Colin was recovering his runes, packing them just so in the center of the leather square. “Maybe I was wrong. Maybe I shouldn’t have cast and, having cast, should have said nothing.”

“No. It wouldn’t have mattered,” Jon-Tom told him. “And I guess we were all a little bit suspicous of you.”

Colin pulled the four corners of the leather together and secured them with his intricate series of knots. “It’s a sad day when a koala’s word is no longer believed.”

“With the fate of an unknown portion of the cosmos at stake,” Clothahump said, “you must concede a little caution on our part.”

“Your caution? What about me? What proof do I have that you’re a wizard or that the tall, bald body is a spellsinger?”

“I drove off your captors, remember?”

“I remember hearing a sound so awful, it made me wish for the fire at the time. That’s not magic, that’s torture.”

It was worth the bruise to Jon-Tom’s ego to hear Mudge laugh again.

“So I don’t sound like Nat King Cole, but I’m not that bad.”

Clothahump frowned. “I do not recognize the line.
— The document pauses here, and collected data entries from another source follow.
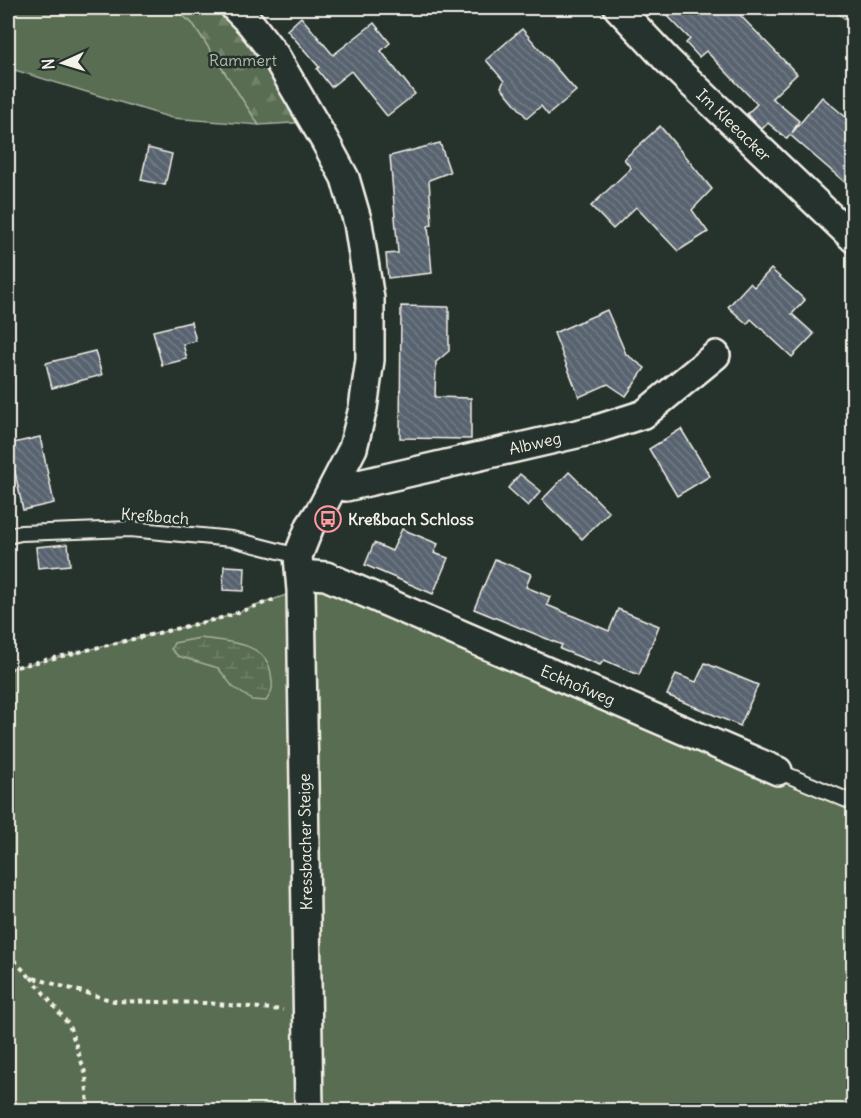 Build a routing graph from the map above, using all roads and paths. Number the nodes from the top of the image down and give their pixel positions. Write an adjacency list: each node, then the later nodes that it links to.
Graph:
1 (235, 8): 5 (street)
2 (618, 8): 3 (street, Im Kleeacker)
3 (854, 240)
4 (716, 355): 5 (street, Albweg)
5 (335, 484): 7 (street)
6 (8, 536): 7 (lane, Kreßbach)
7 (300, 573): 8 (path); 9 (street, Eckhofweg); 13 (street, Kressbacher Steige)
8 (8, 669)
9 (778, 771): 10 (lane, Eckhofweg)
10 (854, 803)
11 (8, 954): 12 (path)
12 (30, 977): 13 (path); 14 (path)
13 (308, 1012): 15 (street, Kressbacher Steige)
14 (88, 1110)
15 (309, 1110)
What kingdom does he reign over?”

“The kingdom of scat,” Jon-Tom replied impatiently. “Look, are we in a hurry or not?”

“We are indeed. We should move.”

“Sure, why not?” groused Mudge. “The sooner we get there, the sooner we’ll all be lyin’ quiet in our graves. Fine bunch to be off tryin’ to save the world! A wizard who knows where the enemy lies, more or less. A reader o’ the future who knows wot’s goin’ to ‘appen, more or less. An’ let’s not forget a spellsinger who can conjure up the means to defend us from wotever we may face—more or less. ‘Ow could a poor tagalong like me be anything but confident about the outcome?”

“That’s the spirit, Mudge,” Jon-Tom told him. “It’s good to know that if we get overconfident about anything, you’ll be right there with your undying pessimism to get us back on track.”

“You can be sure o’ that, mate.” He scanned the ground nearby. “Hey, where’s me cap?”

“I’ll get it.” Sorbl half flew, half hopped over to the giant fir, hunted around the sides of the fallen branch for a moment, then returned with something limp and green hi his beak. This he passed to Mudge.